Many investors are aware of oil driller Seadrill (NYSE: SDRL  ) . Recently, though, Seadrill gave investors a separate investment option to choose from. Seadrill held an initial public offering for Seadrill Partners (NYSE: SDLP  ) in October 2012. Separations of business entities are fairly common in the oil-drilling space, as rival Transocean (NYSE: RIG  ) is preparing a master limited partnership IPO for later this year.

While Seadrill and Seadrill Partners might seem identical on the surface, their respective investor distribution policies differ. Specifically, each will have significantly different growth profiles in their cash returns to investors going forward. Here are the basics investors should know when trying to decipher an investment in Seadrill or Seadrill Partners.

Is Seadrill Partners right for you?
Most investors likely understand Seadrill's investment case. Last year, it racked up 14% contract revenue growth along with 17% growth in operating profits and saw strength across its fleet. In addition, it pays a huge dividend at about a 10% yield. Investors have a separate option under Seadrill's corporate umbrella to choose from in Seadrill Partners.

Seadrill Partners was formed as a growth-oriented company to own and operate Seadrill's rigs. Seadrill Partners' drilling rigs are operated under long-term contracts with some of the biggest energy companies in the world. Seadrill Partners intends to use its relationship with Seadrill to produce long-term contracts for its fleet, and its recent developments are proving its success.

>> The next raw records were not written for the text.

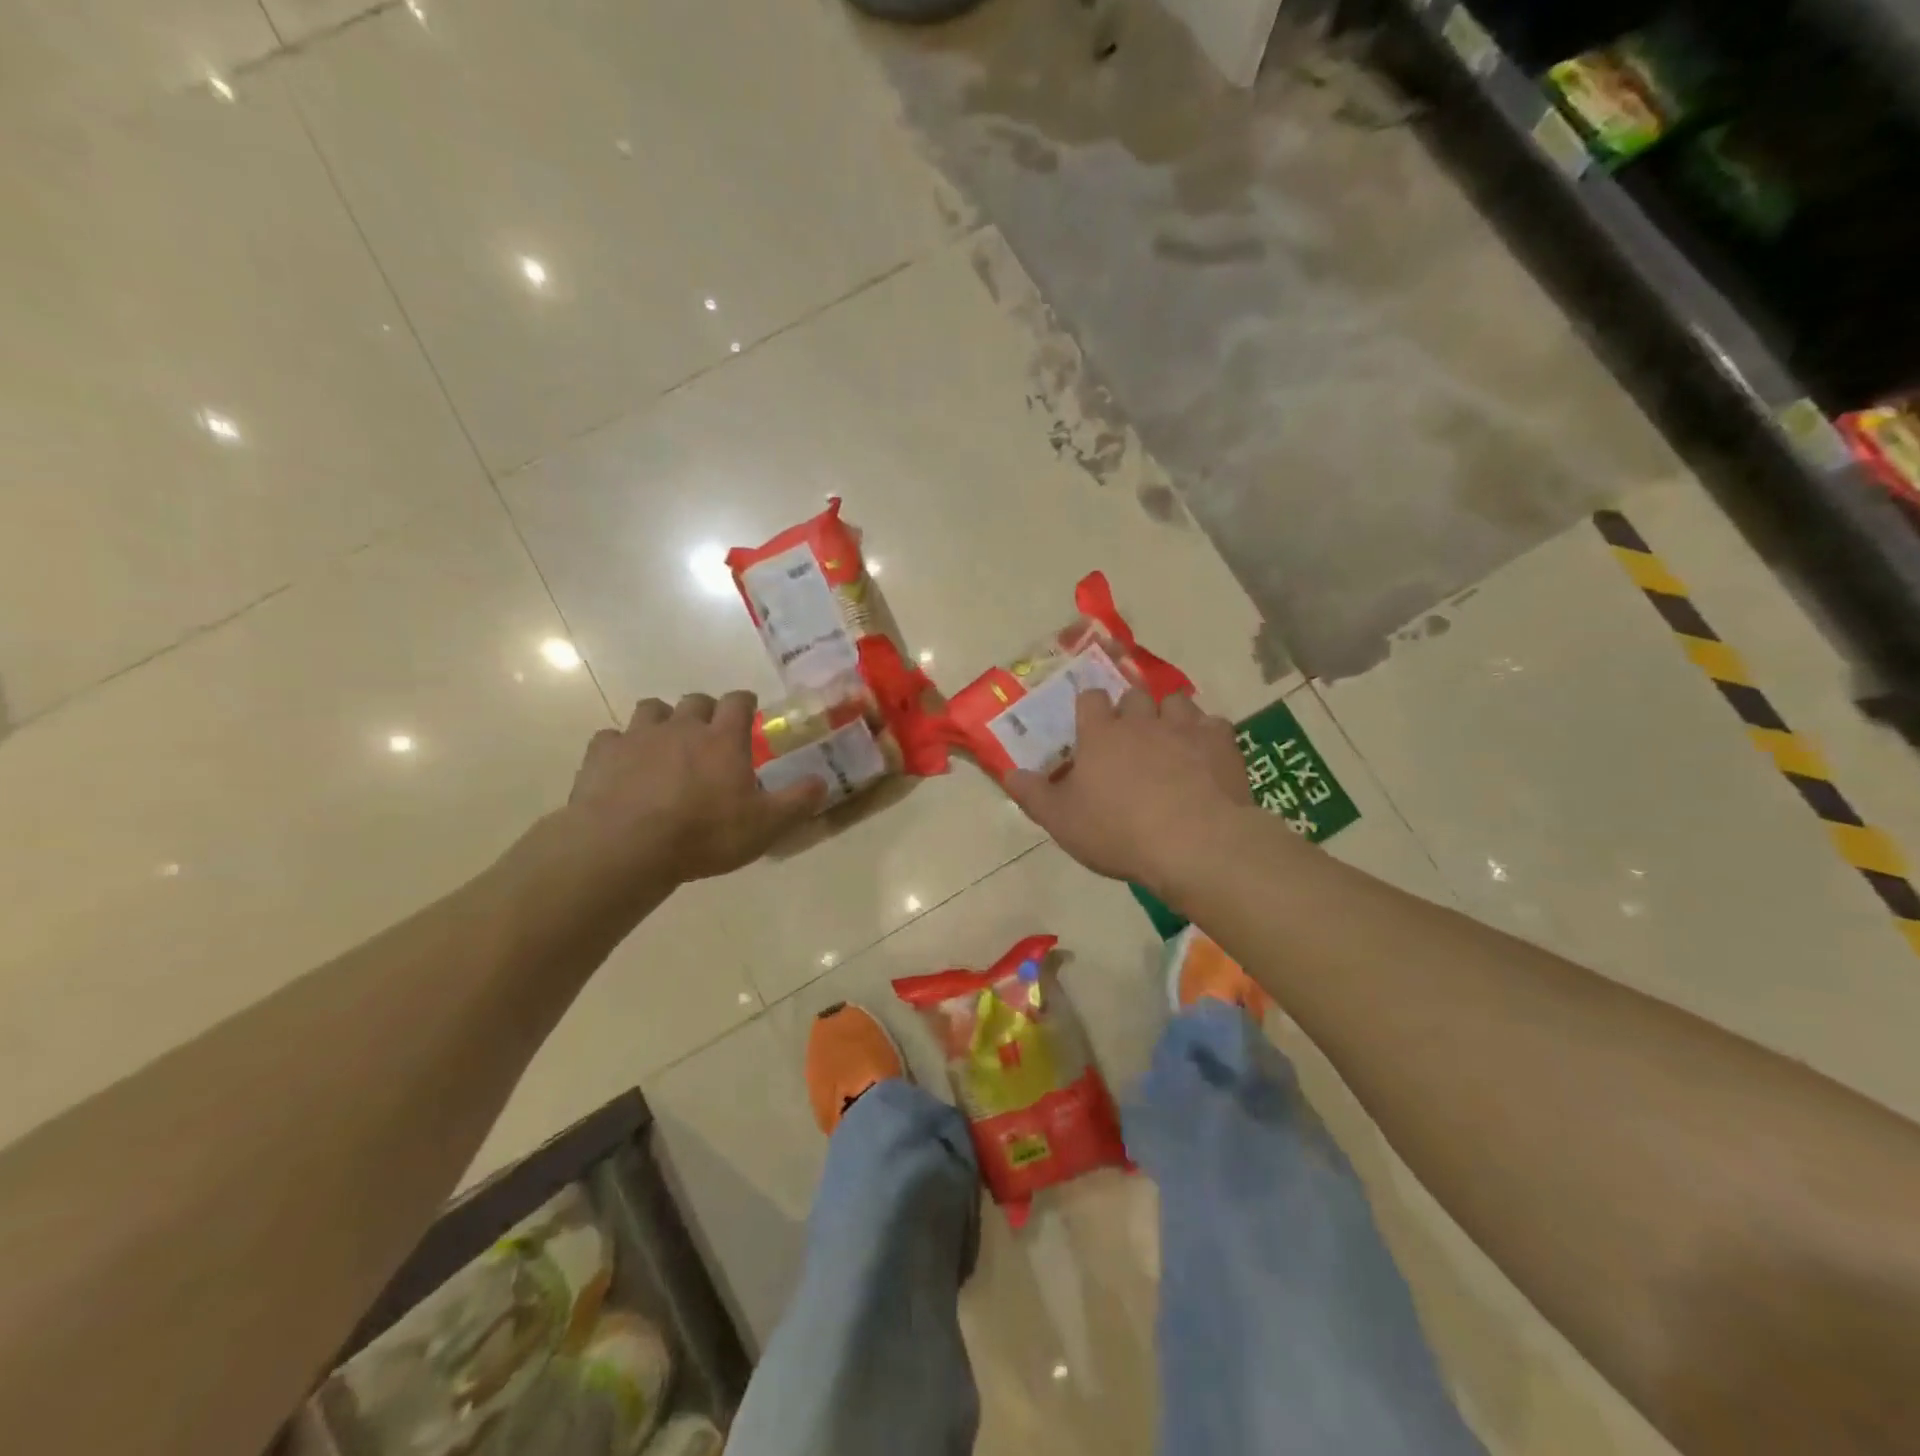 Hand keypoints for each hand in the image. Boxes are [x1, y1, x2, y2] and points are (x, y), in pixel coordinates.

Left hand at [565, 692, 825, 889]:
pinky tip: (623, 766)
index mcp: (723, 739)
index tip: (748, 709)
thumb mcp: (765, 825)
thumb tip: (823, 782)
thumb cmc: (705, 834)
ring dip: (662, 720)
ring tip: (665, 743)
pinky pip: (611, 738)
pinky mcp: (602, 754)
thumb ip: (797, 801)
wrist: (627, 845)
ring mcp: (638, 736)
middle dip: (705, 711)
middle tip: (709, 733)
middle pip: (695, 701)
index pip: (738, 701)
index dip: (745, 702)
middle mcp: (682, 726)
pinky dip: (620, 747)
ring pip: (652, 710)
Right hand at [1006, 690, 1252, 893]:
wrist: (1194, 843)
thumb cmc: (1118, 831)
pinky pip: (1212, 724)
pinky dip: (1206, 735)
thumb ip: (1033, 794)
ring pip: (1175, 701)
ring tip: (1170, 738)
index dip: (1089, 707)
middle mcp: (1141, 720)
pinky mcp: (1220, 743)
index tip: (1090, 722)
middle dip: (1131, 709)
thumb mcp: (1062, 821)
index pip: (1090, 699)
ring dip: (1169, 714)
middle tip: (1131, 735)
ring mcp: (1183, 727)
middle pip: (1133, 695)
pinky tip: (1205, 755)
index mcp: (1100, 734)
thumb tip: (1008, 773)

These types of initiatives are common in the industry. Transocean stated in its most recent 10-K filing that an MLP vehicle would positively complement its capital structure by providing an additional source of capital and flexibility, as Seadrill Partners complements Seadrill.

Seadrill Partners has some strong momentum going. It sealed an 18-month contract extension for its West Aquarius ultra-deepwater rig. The total revenue potential for this deal is an estimated $337 million. Seadrill Partners also received a $100 million investment from Seadrill during the fourth quarter as part of an equity offering to finance the West Sirius and West Leo rig drop-downs. Seadrill Partners closed on the acquisitions of these two rigs for $2.3 billion in the fourth quarter.

Seadrill vs. Seadrill Partners
Seadrill Partners' status as a growth-oriented entity is what differentiates it from Seadrill. This is evident in the respective distributions for each company. Seadrill recently raised its dividend by 3% to $0.98 per share quarterly, which provides a huge 10% yield. By contrast, Seadrill Partners yields almost half that.

However, investors should expect Seadrill Partners to maintain stronger growth in its distribution. In the aftermath of the West Sirius and West Leo acquisitions, Seadrill Partners management recommends a quarterly distribution increase to $0.50-$0.5125 per unit, which would represent approximately 15% growth. Keep in mind that Seadrill Partners' fourth-quarter distribution was also 15% higher than the year-ago distribution, so a rapid growth pattern is clear.

That's not so for Seadrill. Seadrill gave investors a small dividend increase very recently, but it seems the company's dividend growth potential is now tapped out. Going forward, Seadrill Partners management is confident of future drop-downs and investment. This is what gives Seadrill Partners' board of directors confidence to predict high growth rates for future distributions. By contrast, Seadrill investors shouldn't expect much growth in the company's huge dividend for the foreseeable future.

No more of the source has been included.